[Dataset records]
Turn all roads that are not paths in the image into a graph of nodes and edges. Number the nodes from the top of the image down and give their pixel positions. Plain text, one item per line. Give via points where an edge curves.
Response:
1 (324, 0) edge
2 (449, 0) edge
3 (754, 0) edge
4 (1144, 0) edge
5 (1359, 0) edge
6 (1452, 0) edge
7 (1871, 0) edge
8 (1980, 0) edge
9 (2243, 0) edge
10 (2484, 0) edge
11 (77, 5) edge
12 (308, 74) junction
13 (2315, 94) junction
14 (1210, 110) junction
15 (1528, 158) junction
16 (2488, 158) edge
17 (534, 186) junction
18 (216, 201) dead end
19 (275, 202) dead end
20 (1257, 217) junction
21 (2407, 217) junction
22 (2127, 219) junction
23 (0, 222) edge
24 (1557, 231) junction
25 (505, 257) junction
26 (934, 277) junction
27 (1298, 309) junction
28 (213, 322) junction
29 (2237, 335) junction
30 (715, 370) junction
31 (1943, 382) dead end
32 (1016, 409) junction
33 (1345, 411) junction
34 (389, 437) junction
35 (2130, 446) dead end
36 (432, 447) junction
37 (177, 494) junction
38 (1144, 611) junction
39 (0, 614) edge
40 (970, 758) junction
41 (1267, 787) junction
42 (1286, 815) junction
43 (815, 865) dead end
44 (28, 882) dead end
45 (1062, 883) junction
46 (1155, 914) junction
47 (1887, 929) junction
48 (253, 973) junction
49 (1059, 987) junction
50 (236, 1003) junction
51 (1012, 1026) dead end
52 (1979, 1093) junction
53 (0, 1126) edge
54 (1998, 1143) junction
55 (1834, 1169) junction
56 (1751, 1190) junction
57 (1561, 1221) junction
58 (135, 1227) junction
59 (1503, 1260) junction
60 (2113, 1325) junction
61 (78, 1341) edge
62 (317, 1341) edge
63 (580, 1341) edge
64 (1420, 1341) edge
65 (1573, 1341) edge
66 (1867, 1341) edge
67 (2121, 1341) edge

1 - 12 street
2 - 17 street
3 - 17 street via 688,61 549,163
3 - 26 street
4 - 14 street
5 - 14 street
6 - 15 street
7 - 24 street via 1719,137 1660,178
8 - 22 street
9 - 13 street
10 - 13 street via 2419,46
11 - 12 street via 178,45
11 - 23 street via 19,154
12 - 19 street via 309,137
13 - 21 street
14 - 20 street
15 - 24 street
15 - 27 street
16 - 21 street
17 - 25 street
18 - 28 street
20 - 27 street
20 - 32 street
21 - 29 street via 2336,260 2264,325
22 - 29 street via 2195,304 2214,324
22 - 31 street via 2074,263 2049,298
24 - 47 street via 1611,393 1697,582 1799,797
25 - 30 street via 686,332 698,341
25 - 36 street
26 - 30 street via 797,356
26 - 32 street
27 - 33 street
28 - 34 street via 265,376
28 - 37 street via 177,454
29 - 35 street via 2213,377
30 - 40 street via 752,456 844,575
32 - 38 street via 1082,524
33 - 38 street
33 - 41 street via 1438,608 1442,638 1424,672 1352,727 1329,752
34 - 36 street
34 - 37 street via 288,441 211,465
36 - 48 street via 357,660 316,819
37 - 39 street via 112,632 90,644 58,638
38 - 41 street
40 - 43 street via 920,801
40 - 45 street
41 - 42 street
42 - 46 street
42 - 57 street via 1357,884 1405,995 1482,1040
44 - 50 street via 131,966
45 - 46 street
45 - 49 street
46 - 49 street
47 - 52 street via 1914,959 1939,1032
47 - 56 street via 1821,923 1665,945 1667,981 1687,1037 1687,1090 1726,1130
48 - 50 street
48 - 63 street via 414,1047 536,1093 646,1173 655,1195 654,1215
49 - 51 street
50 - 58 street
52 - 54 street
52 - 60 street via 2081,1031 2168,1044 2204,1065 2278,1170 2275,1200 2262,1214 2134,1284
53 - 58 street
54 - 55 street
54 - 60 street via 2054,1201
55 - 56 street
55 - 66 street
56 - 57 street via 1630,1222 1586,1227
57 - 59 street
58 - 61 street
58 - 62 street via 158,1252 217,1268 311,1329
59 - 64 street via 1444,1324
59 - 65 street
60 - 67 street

TASK STATEMENT: All of the records above must be reproduced exactly.

ANSWER FOR THIS EXERCISE:
Turn all roads that are not paths in the image into a graph of nodes and edges. Number the nodes from the top of the image down and give their pixel positions. Plain text, one item per line. Give via points where an edge curves.
Response:
1 (324, 0) edge
2 (449, 0) edge
3 (754, 0) edge
4 (1144, 0) edge
5 (1359, 0) edge
6 (1452, 0) edge
7 (1871, 0) edge
8 (1980, 0) edge
9 (2243, 0) edge
10 (2484, 0) edge
11 (77, 5) edge
12 (308, 74) junction
13 (2315, 94) junction
14 (1210, 110) junction
15 (1528, 158) junction
16 (2488, 158) edge
17 (534, 186) junction
18 (216, 201) dead end
19 (275, 202) dead end
20 (1257, 217) junction
21 (2407, 217) junction
22 (2127, 219) junction
23 (0, 222) edge
24 (1557, 231) junction
25 (505, 257) junction
26 (934, 277) junction
27 (1298, 309) junction
28 (213, 322) junction
29 (2237, 335) junction
30 (715, 370) junction
31 (1943, 382) dead end
32 (1016, 409) junction
33 (1345, 411) junction
34 (389, 437) junction
35 (2130, 446) dead end
36 (432, 447) junction
37 (177, 494) junction
38 (1144, 611) junction
39 (0, 614) edge
40 (970, 758) junction
41 (1267, 787) junction
42 (1286, 815) junction
43 (815, 865) dead end
44 (28, 882) dead end
45 (1062, 883) junction
46 (1155, 914) junction
47 (1887, 929) junction
48 (253, 973) junction
49 (1059, 987) junction
50 (236, 1003) junction
51 (1012, 1026) dead end
52 (1979, 1093) junction
53 (0, 1126) edge
54 (1998, 1143) junction
55 (1834, 1169) junction
56 (1751, 1190) junction
57 (1561, 1221) junction
58 (135, 1227) junction
59 (1503, 1260) junction
60 (2113, 1325) junction
61 (78, 1341) edge
62 (317, 1341) edge
63 (580, 1341) edge
64 (1420, 1341) edge
65 (1573, 1341) edge
66 (1867, 1341) edge
67 (2121, 1341) edge

1 - 12 street
2 - 17 street
3 - 17 street via 688,61 549,163
3 - 26 street
4 - 14 street
5 - 14 street
6 - 15 street
7 - 24 street via 1719,137 1660,178
8 - 22 street
9 - 13 street
10 - 13 street via 2419,46
11 - 12 street via 178,45
11 - 23 street via 19,154
12 - 19 street via 309,137
13 - 21 street
14 - 20 street
15 - 24 street
15 - 27 street
16 - 21 street
17 - 25 street
18 - 28 street
20 - 27 street
20 - 32 street
21 - 29 street via 2336,260 2264,325
22 - 29 street via 2195,304 2214,324
22 - 31 street via 2074,263 2049,298
24 - 47 street via 1611,393 1697,582 1799,797
25 - 30 street via 686,332 698,341
25 - 36 street
26 - 30 street via 797,356
26 - 32 street
27 - 33 street
28 - 34 street via 265,376
28 - 37 street via 177,454
29 - 35 street via 2213,377
30 - 40 street via 752,456 844,575
32 - 38 street via 1082,524
33 - 38 street
33 - 41 street via 1438,608 1442,638 1424,672 1352,727 1329,752
34 - 36 street
34 - 37 street via 288,441 211,465
36 - 48 street via 357,660 316,819
37 - 39 street via 112,632 90,644 58,638
38 - 41 street
40 - 43 street via 920,801
40 - 45 street
41 - 42 street
42 - 46 street
42 - 57 street via 1357,884 1405,995 1482,1040
44 - 50 street via 131,966
45 - 46 street
45 - 49 street
46 - 49 street
47 - 52 street via 1914,959 1939,1032
47 - 56 street via 1821,923 1665,945 1667,981 1687,1037 1687,1090 1726,1130
48 - 50 street
48 - 63 street via 414,1047 536,1093 646,1173 655,1195 654,1215
49 - 51 street
50 - 58 street
52 - 54 street
52 - 60 street via 2081,1031 2168,1044 2204,1065 2278,1170 2275,1200 2262,1214 2134,1284
53 - 58 street
54 - 55 street
54 - 60 street via 2054,1201
55 - 56 street
55 - 66 street
56 - 57 street via 1630,1222 1586,1227
57 - 59 street
58 - 61 street
58 - 62 street via 158,1252 217,1268 311,1329
59 - 64 street via 1444,1324
59 - 65 street
60 - 67 street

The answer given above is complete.